Kimi yerlerinde baskıyla ilgili sıkıntılar vardı. Kelimeler silik basılmış.
Pınar Kür'ün külliyatını tamamlamam için üç kitabı kaldı okumam gereken. Bunların arasından Bakışı Olmayan Sular kitabı kitaplığımda okunmayı bekleyenlerden... Diğer iki kitabını da alacağım zamanla.
Pınar Kür okumalarım için:
Aşkın Sonu Cinayettir - Pınar Kür İle Hayat ve Edebiyat / Mine Söğüt
Bir Cinayet Romanı - Pınar Kür
Bitmeyen Aşk - Pınar Kür
Okuma halleri fotoğraflarıma bakmak isterseniz:
HAYALET HİKAYELERİ
Yazarı: Pınar Kür
Türü: Hikaye
Yayın
Hakları: Everest Yayınları
- 1 - 5.
Basım: Mayıs 2004 6. Basım: Haziran 2004
Kapak
Tasarımı: Mithat Çınar
- 157 sayfa
Kitaptan Alıntılar;
* Yaşlanmak bir
seçimdir. Gün gelir bir köşeye tıkılmaya karar verirsin, belini de ona göre
bükersin.
* Tahteşşuur:
Bilinçaltı.
* Kitapta beş
hikaye var ve her hikayenin bir de alt başlığı var, nedense...

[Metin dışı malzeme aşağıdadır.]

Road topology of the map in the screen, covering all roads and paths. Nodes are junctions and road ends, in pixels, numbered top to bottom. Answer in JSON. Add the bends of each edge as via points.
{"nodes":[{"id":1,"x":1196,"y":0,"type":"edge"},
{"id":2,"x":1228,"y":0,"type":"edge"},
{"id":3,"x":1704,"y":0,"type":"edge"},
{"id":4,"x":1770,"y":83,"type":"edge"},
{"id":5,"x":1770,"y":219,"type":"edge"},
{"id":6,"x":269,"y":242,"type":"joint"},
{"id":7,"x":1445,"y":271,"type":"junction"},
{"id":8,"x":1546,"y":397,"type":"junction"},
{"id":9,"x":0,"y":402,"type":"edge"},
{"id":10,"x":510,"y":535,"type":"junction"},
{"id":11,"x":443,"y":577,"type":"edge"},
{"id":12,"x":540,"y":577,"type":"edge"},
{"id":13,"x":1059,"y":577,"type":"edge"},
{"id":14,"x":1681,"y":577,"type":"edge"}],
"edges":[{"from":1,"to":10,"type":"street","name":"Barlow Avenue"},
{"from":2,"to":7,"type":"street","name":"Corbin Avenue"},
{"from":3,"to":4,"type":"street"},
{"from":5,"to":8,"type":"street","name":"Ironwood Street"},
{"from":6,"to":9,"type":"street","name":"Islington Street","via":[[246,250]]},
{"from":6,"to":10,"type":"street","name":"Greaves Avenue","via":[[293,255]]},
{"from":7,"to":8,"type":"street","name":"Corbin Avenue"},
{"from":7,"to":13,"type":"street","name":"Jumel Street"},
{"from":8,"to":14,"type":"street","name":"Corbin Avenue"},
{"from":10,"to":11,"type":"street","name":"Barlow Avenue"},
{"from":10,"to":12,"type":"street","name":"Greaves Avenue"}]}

- Hayalet Hikayesi (Lanetli Ev)
- Düşman (Uyumak)
- Edebiyat Neye Yarar? (Kına)
- Gece Görüşmesi (Ziyaretçi)
- Ses (Sesler)
* Bitsin
hayırlısıyla bu beyhude sonbahar...
Bitsin hayırlısıyla bu beyhude sonbahar... / Yahya Kemal
Beyatlı
Aşkın Sonu Cinayet'tir kitabından: Adı da aslında
başlangıçta 'Beyhude Sonbahar' olacaktı, Yahya Kemal'in o şiirini çok severim
ben, ama beyhudeyi anlamayacak insanlar diye vazgeçtim, Sonuncu Sonbahar'a çevirdim ismi (Sonra o şiiri 'Edebiyat Neye
Yarar' adlı hikayemde kullandım).
* Bir yolun yokuş
olduğunu eski arabalarla yaşlı insanlar anlarmış en çabuk.
* Gece gezen
ölüler midir hayaletler, yoksa ancak geceye sığınarak yaşamayı sürdürebilen
canlılar mı?
^-^
KEDİLER ^-^
* ... gökten
bembeyaz bir kedi düştü önüme.
* ... dört ayak
üstüne düşmüş olmasına rağmen şaşkınlığını üzerinden atamamış olan kediyi
anında yerden kaptım.
* Kediye sıkı
sıkı sarılıp yeni bir emir bekledim....
* Kediyi sıkı
sıkı tutarak ağır ağır yürüdüm...
* Kedinin
peşinden bahçeye bir adamın girdiğini fark etmedim.
* Ben kediyi
tutmak için masanın altına eğilmiştim.
* Kendisi
Leylanımın kaçmasını engelledi.
* Leylanımı
yakalayıp getirmiş.
* Kedidir,
Leylanım evin her yerinde gezinir...
* Kedi olan evde
fare olmaz...
* Belki de
kediyle fareler kovalamaca oynuyorlardı...
* ... karar
vermiştim yukarıda kedilerle farelerin koşturmaca oynayıp oynamadıklarını kendi
gözümle görmeye.
* ... ne kediye
ne fareye... rastlamıştım...
* Sf/ 43
İkinci sırada silik kelimeler...
Ayrıyeten?
* Sf/ 46
On beşinci sırada silik kelime...
* Sf/ 48
On altı ve on sekizinci sıralarda silik kelimeler...
* Sf/ 51
... tahtelşuur...
* Sf/ 54
Dördüncü sırada silik kelime...
* Sf/ 65
Beşinci sıra silik kelime...
* Sf/ 93
On üçüncü sıra silik kelime...
* Sf/ 103
İkinci sıra silik kelime...
* Sf/ 107
İkinci sıra silik kelime...
* Sf/ 112
Onuncu sıra silik kelime...
* Sf/ 139
İkinci sıra silik kelime...
* Sf/ 143
... hıç...
... vaktiyle Onun...
Nisan 2017
Yazar Hakkında Bilgi= Bursa'da
doğdu, ama hiç orada oturmadı. Çocukluğu Anadolu'nun çeşitli kentlerinde ve
Londra'da geçti. On üç yaşında gittiği ABD'de beş yıl kaldı. Orta öğrenimini
New York'ta tamamladı, yüksek öğrenimine yine orada başladı. İstanbul'da Robert
Kolej Yüksek Okulu'nu bitirdikten sonra beş yıl Paris'te yaşadı. Sorbonne
Üniversitesi'nde, Karşılaştırmaları Edebiyat Kürsüsü'nde doktora yaptı. Yurda
döndükten sonra Devlet Tiyatrosu'nda çalışmaya başladı. Çeşitli gazete ve
dergilerde tiyatro eleştirileri yazdı. Akışı Olmayan Sular adlı öykü kitabıyla
1984'te Sait Faik Öykü Ödülü'nü kazandı. Halen İstanbul Bilgi Üniversitesi'de
öğretim üyesidir. Artık evli değildir. Bir oğlu vardır.
ARKA KAPAK –
Karşımızda bir hayalet varken kendimizi ne kadar
gizleyebiliriz? Hele de bu hayalet geçmişimizden sinsice gelip karşımıza
dikilir, bize duymaktan korktuğumuz şeyleri söylemeye koyulursa... Hayalet
çağrısına yanıt verip geçmişle yüzleşmekte midir kurtuluş, yoksa onu susturup
korkularımızın esiri olarak yaşamaya devam etmekte mi?
Hayalet Hikayeleri'nde, öykülerin kahramanları
geçmişlerinde açık kalmış kapıları
sonsuza kadar kapatabilmek uğruna bu tuhaf ziyaretçilere ister istemez kulak
veriyorlar. Ancak kimisi yaşamındaki gizemin peşine düşerek yüzleşmeyi tercih ederken
kimisi gerçeklerden kaçıp unutmayı seçiyor.
Çağdaş Türk Edebiyatı'nın güçlü kalemi Pınar Kür, Hayalet
Hikayeleri'yle insan ruhunun bilinmezliklerine dokunurken, on iki yıl aradan
sonra okurlarıyla yeniden buluşuyor.